Government measures such as the more widespread use of deferred payment schemes and the Dilnot cap on care costs, are also likely to fail in helping prople hold on to their homes, Connell said.
The ABI last month announced it will lobby government to relax rules around how much investors can withdraw from their pension pots in income drawdown and was also exploring how changes to tax rules around certain annuity products could benefit consumers.
Connell explained the idea was that “tax rules on income drawdown, if relaxed, would allow savers to draw down more but only to fund long-term care. Savers could use the pot to fund their income when healthy and care when not healthy.”
But he suggested this initiative will benefit only those who have built up a substantial pot of savings to be used as a drawdown pension.
Lower- and mid-net worth consumers will still likely have to sell their homes to fund care alongside their retirement if they suddenly need long-term care, he said.
Responding to the government’s initiative to facilitate deferred payments, Connell suggested that equity release lenders were “very unwilling” to provide loans to people that are not living in-house, while local councils are unlikely to take on the task themselves.
“At the moment there is no commercial market for equity release [in such situations]. I don’t think Dilnot is going to change that,” he said.

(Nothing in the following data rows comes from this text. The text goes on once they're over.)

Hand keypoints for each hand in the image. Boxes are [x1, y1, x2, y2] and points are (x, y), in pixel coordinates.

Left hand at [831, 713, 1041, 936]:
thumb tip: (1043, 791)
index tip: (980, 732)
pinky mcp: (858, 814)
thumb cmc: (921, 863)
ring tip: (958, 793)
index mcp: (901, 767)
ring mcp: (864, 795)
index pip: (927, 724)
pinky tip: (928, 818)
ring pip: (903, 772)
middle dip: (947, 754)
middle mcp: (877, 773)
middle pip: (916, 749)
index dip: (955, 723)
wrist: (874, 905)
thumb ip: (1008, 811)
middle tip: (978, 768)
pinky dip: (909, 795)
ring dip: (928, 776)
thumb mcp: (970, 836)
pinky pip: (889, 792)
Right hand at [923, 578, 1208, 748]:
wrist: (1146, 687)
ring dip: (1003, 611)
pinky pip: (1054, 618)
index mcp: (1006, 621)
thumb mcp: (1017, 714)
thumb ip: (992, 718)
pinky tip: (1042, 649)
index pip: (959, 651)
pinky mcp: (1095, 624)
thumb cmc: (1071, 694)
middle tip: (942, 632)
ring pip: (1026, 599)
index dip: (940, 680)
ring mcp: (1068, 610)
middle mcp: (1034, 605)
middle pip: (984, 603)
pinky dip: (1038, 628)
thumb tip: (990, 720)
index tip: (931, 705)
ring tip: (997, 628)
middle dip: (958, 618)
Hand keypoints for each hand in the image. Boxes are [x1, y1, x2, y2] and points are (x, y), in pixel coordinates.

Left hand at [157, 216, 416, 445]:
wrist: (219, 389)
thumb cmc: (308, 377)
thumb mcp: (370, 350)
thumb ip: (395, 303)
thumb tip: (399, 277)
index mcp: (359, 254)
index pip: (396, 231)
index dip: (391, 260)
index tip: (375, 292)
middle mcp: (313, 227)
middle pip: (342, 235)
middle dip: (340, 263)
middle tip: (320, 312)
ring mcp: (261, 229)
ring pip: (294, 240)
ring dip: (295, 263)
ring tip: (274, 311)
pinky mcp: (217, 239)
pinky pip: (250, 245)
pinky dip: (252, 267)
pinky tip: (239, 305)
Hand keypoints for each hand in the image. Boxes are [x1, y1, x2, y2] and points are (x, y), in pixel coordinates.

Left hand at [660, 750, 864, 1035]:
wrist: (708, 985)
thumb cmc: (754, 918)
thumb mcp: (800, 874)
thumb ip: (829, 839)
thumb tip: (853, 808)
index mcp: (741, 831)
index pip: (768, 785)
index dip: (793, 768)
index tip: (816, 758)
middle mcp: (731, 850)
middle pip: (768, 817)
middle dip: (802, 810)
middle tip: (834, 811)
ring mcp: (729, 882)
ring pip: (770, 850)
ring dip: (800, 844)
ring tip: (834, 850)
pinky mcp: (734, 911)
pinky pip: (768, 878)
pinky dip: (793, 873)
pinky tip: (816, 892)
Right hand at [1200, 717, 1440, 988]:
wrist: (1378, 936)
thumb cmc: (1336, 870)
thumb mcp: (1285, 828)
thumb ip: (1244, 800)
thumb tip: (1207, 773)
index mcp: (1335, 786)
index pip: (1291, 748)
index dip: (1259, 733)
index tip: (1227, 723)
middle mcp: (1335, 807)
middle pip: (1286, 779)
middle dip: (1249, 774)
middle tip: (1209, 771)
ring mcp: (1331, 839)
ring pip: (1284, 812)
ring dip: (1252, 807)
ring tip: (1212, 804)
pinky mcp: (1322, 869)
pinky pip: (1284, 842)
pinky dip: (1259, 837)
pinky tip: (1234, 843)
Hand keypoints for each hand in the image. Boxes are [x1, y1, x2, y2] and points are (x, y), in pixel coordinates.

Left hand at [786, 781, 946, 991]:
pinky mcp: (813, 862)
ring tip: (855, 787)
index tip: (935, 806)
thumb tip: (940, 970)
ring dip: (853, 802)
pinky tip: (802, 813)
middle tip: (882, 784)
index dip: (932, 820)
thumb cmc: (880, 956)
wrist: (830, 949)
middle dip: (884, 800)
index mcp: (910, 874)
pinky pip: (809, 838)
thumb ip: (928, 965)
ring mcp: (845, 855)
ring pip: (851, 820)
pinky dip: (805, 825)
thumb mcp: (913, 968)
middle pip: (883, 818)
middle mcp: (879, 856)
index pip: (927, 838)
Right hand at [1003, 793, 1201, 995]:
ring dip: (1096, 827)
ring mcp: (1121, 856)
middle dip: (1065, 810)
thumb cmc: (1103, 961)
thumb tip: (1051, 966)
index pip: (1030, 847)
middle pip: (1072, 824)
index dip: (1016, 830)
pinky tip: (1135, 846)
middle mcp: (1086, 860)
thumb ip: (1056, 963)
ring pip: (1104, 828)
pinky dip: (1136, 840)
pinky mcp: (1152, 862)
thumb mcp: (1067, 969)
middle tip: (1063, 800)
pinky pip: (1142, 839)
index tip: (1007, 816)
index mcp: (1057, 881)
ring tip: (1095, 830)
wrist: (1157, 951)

“Once somebody has gone into care [at] the lower end it will carry on as it does now,” he added.
Instead, he suggested, the council scheme will help people sell their homes over time, allowing them to get a better value.
However, he added the market could open up in 10 to 15 years time as people save more through defined contributions and auto-enrolment.
The government last year vowed to help people hold on to their homes while funding LTC, and said a new cap on care cost at £72,000 would achieve just that.
But critics soon pointed out that it is likely the cap will benefit very few of the people actually in care as it only covers the ‘care’ component of LTC, not board or living expenses.
It is also measured against the average rates set by the local authority, so the additional costs of more expensive care will not count towards the £75k limit.